O feijão-fava é uma fonte de fibras e proteínas, contendo manganês, ferro, ácido fólico e vitaminas A, B e C que auxilia a prevenir diversos tipos de câncer e doenças cardiovasculares, pode ser utilizada em receitas in natura, bem como, em produtos industrializados, como uma fonte de proteínas. No Brasil, o feijão-fava ainda não é muito cultivado, sendo que a sua área de plantio se dá especialmente nas Regiões Nordeste e Sul, bem como, no Estado de Minas Gerais.

Essa leguminosa vem assumindo um papel importante na transição para proteínas vegetais, principalmente na Europa. A Meelunie, empresa global de ingredientes plant-based, acredita que essa leguminosa auxiliará a atender uma demanda crescente por proteínas vegetais, enquanto trata dos desafios climáticos e do desmatamento. A fava passa a ser uma alternativa não tropical da soja, considerada um freio de mão na transição para proteínas vegetais por vários anos.
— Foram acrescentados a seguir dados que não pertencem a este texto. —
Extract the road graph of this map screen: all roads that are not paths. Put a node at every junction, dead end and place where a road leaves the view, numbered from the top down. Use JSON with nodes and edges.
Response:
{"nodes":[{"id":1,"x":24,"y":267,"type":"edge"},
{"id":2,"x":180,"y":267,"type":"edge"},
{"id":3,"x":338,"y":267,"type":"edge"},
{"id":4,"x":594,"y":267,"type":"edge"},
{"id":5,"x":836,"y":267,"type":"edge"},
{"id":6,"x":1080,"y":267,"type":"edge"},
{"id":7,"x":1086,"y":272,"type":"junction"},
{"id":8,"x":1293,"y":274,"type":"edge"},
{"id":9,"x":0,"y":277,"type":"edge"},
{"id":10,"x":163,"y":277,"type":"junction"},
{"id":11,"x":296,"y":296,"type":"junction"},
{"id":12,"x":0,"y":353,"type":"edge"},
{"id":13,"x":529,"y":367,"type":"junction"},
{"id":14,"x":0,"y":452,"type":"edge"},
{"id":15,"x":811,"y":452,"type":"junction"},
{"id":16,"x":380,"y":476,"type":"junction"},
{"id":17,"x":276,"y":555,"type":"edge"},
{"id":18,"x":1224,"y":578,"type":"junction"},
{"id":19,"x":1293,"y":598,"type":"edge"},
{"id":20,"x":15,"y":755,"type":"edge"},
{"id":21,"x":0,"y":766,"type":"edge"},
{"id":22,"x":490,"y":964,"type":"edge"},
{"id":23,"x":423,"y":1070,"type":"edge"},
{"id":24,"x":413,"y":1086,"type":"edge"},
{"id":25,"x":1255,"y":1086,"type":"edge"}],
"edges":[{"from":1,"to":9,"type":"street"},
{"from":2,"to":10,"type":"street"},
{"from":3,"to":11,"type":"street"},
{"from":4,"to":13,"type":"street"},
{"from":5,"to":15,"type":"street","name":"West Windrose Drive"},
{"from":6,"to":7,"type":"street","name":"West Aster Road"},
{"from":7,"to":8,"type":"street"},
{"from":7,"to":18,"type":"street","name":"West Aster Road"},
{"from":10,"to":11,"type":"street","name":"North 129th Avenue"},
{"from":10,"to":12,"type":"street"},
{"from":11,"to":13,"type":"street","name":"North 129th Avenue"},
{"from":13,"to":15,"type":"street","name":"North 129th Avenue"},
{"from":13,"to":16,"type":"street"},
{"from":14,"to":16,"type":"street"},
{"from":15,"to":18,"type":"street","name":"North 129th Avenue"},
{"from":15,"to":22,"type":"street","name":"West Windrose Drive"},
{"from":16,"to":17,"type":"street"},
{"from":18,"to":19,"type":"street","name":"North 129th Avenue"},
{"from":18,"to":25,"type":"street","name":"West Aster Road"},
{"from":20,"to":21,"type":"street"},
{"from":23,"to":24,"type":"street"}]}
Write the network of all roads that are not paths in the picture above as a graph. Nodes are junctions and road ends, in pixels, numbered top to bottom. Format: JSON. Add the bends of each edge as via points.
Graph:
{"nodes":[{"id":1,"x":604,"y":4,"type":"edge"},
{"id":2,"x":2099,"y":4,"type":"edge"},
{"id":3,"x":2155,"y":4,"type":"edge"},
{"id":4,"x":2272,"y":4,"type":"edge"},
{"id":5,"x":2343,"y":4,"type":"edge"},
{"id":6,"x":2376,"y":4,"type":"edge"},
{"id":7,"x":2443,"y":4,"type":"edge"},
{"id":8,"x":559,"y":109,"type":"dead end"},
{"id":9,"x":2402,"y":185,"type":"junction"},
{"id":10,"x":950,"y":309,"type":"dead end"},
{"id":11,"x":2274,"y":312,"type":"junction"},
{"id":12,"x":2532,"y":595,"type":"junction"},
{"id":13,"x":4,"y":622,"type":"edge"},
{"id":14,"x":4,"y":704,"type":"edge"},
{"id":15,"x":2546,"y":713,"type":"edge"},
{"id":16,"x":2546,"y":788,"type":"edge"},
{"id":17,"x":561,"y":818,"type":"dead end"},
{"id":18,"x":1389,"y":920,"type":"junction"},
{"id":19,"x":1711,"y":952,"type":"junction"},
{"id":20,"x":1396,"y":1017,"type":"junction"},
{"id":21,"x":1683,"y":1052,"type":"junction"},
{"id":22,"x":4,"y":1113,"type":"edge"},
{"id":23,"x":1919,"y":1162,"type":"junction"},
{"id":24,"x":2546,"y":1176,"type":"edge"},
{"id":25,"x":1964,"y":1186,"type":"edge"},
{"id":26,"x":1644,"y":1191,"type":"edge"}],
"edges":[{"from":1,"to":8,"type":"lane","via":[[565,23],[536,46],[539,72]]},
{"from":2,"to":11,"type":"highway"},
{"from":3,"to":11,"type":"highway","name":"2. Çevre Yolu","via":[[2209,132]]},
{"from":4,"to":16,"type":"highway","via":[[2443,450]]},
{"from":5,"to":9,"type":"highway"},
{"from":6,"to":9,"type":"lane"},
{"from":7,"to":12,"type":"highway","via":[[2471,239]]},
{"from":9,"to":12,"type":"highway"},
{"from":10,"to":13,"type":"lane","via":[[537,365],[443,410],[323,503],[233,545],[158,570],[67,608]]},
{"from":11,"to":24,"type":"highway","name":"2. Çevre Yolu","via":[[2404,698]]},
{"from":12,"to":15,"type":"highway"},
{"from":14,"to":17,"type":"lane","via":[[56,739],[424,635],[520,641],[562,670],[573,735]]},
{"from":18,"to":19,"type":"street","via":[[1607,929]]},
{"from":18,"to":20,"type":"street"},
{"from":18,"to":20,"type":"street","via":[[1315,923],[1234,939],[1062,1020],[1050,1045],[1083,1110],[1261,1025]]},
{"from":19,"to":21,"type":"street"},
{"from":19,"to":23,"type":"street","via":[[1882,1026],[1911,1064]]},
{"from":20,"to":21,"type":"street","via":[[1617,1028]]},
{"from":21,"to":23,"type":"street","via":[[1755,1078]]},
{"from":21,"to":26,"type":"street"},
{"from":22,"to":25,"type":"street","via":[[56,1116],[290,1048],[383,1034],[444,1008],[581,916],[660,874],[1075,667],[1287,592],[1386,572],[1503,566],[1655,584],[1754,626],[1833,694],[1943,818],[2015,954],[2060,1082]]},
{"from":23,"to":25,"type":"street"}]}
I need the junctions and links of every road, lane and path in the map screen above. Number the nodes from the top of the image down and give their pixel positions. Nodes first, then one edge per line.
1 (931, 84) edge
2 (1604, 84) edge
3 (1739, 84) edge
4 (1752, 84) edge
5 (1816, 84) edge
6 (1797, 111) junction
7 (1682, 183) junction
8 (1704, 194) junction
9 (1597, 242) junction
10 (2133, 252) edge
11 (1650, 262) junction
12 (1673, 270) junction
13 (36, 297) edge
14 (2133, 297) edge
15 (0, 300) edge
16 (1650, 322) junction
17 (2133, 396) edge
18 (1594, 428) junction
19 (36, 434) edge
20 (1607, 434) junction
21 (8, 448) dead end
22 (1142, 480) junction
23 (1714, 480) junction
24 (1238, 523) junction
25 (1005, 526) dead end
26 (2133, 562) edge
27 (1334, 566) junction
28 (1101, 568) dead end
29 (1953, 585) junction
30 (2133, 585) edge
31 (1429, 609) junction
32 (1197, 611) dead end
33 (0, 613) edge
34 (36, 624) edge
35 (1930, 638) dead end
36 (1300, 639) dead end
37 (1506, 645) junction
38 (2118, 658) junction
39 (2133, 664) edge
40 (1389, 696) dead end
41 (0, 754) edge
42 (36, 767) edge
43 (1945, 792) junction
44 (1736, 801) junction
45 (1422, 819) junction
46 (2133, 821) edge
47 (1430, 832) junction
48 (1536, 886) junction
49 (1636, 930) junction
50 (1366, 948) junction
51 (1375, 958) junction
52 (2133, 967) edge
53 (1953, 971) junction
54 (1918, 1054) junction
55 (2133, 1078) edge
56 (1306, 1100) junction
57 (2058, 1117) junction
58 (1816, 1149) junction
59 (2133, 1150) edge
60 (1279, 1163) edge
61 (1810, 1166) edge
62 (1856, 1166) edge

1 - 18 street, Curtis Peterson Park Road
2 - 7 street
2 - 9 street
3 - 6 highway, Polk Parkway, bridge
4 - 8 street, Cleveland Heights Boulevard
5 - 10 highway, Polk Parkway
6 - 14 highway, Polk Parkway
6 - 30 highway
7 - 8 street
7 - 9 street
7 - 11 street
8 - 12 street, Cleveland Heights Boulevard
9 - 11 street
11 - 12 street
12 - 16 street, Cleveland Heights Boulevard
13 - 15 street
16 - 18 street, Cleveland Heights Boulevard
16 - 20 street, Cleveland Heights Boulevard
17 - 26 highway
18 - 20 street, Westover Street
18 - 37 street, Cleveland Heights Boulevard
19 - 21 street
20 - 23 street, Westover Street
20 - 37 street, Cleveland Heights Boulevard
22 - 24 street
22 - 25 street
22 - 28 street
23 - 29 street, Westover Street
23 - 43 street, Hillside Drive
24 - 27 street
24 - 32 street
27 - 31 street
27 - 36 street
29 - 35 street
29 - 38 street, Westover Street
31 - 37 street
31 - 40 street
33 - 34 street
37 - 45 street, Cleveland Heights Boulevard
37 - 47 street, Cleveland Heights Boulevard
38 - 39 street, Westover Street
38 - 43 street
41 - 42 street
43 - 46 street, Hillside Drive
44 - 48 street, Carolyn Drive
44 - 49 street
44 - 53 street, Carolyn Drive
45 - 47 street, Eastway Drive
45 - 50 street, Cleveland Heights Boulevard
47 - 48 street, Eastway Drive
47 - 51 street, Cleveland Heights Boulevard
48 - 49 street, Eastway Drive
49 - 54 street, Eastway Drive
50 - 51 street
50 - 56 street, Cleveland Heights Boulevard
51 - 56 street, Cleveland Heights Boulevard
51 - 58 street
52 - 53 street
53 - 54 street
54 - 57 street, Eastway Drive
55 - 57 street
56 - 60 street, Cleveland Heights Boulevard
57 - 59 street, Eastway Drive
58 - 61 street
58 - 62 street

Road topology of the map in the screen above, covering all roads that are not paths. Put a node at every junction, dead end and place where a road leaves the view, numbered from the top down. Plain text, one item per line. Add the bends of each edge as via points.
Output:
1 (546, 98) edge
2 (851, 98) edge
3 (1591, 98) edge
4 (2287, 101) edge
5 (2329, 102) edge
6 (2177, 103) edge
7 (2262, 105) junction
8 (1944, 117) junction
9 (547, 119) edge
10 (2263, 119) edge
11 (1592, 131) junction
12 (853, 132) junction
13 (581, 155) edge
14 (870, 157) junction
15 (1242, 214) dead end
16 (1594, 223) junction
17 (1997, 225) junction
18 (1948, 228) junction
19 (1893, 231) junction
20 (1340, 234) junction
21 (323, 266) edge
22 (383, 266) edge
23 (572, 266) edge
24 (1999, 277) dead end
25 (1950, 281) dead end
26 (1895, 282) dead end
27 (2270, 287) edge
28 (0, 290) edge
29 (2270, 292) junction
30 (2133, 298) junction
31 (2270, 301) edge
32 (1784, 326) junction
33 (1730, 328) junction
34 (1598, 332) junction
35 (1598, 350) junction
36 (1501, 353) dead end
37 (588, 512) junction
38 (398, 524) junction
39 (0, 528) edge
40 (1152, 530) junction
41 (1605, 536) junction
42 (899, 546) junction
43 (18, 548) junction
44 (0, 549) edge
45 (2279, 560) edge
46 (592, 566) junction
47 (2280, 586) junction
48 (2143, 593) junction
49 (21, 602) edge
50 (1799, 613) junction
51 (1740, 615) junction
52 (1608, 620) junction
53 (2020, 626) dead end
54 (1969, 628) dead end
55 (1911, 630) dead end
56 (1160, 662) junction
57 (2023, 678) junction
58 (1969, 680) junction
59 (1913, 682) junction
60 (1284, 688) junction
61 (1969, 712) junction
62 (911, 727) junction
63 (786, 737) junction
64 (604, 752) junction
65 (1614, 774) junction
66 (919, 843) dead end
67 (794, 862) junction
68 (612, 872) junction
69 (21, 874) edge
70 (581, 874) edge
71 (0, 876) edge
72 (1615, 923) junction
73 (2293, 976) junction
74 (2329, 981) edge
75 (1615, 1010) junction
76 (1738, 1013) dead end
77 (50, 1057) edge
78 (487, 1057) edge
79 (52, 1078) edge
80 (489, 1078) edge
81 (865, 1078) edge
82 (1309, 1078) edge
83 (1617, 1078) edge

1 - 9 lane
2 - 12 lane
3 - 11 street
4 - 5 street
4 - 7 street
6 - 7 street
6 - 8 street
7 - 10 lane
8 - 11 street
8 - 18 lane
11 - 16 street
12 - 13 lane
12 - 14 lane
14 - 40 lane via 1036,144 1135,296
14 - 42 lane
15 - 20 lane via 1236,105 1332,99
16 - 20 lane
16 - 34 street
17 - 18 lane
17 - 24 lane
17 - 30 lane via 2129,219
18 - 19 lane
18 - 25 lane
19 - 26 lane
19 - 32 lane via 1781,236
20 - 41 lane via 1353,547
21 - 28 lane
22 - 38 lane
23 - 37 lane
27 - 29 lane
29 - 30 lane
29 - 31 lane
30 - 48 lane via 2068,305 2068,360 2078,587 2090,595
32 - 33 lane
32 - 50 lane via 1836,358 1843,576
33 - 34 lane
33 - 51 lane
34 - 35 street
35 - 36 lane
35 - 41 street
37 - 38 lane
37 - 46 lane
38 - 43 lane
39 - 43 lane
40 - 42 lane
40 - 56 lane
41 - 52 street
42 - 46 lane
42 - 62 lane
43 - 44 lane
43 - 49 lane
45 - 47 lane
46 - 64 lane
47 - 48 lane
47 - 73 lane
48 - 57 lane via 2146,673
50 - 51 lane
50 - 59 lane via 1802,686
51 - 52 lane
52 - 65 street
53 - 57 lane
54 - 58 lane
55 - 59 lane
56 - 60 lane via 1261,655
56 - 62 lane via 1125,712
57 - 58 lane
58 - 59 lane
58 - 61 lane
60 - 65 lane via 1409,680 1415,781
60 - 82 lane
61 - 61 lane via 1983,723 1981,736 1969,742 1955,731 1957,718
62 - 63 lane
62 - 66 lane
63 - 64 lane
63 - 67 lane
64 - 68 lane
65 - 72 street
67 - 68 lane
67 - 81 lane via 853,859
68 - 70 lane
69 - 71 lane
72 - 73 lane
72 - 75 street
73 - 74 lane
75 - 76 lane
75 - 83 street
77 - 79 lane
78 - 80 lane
Segundo a WWF, a soja é o segundo contribuinte do desmatamento, ficando atrás da pecuária.

Um estudo pioneiro, conduzido pela Universidade de Copenhagen, na Dinamarca, mostrou que os feijões-fava têm maior potencial de proteína do que o amaranto, o trigo-sarraceno, a quinoa e as lentilhas. Os pesquisadores utilizaram um método inovador chamado “fracionamento úmido”, usado para concentrar as proteínas desta leguminosa e retirar os seus componentes antinutricionais. Dessa forma, é possível extrair todos os benefícios nutricionais desta leguminosa, além de eliminar o sabor amargo do feijão-fava, o que o torna perfeito para uso na nutrição humana – desde alternativas à carne até nutrição esportiva e produtos sem glúten.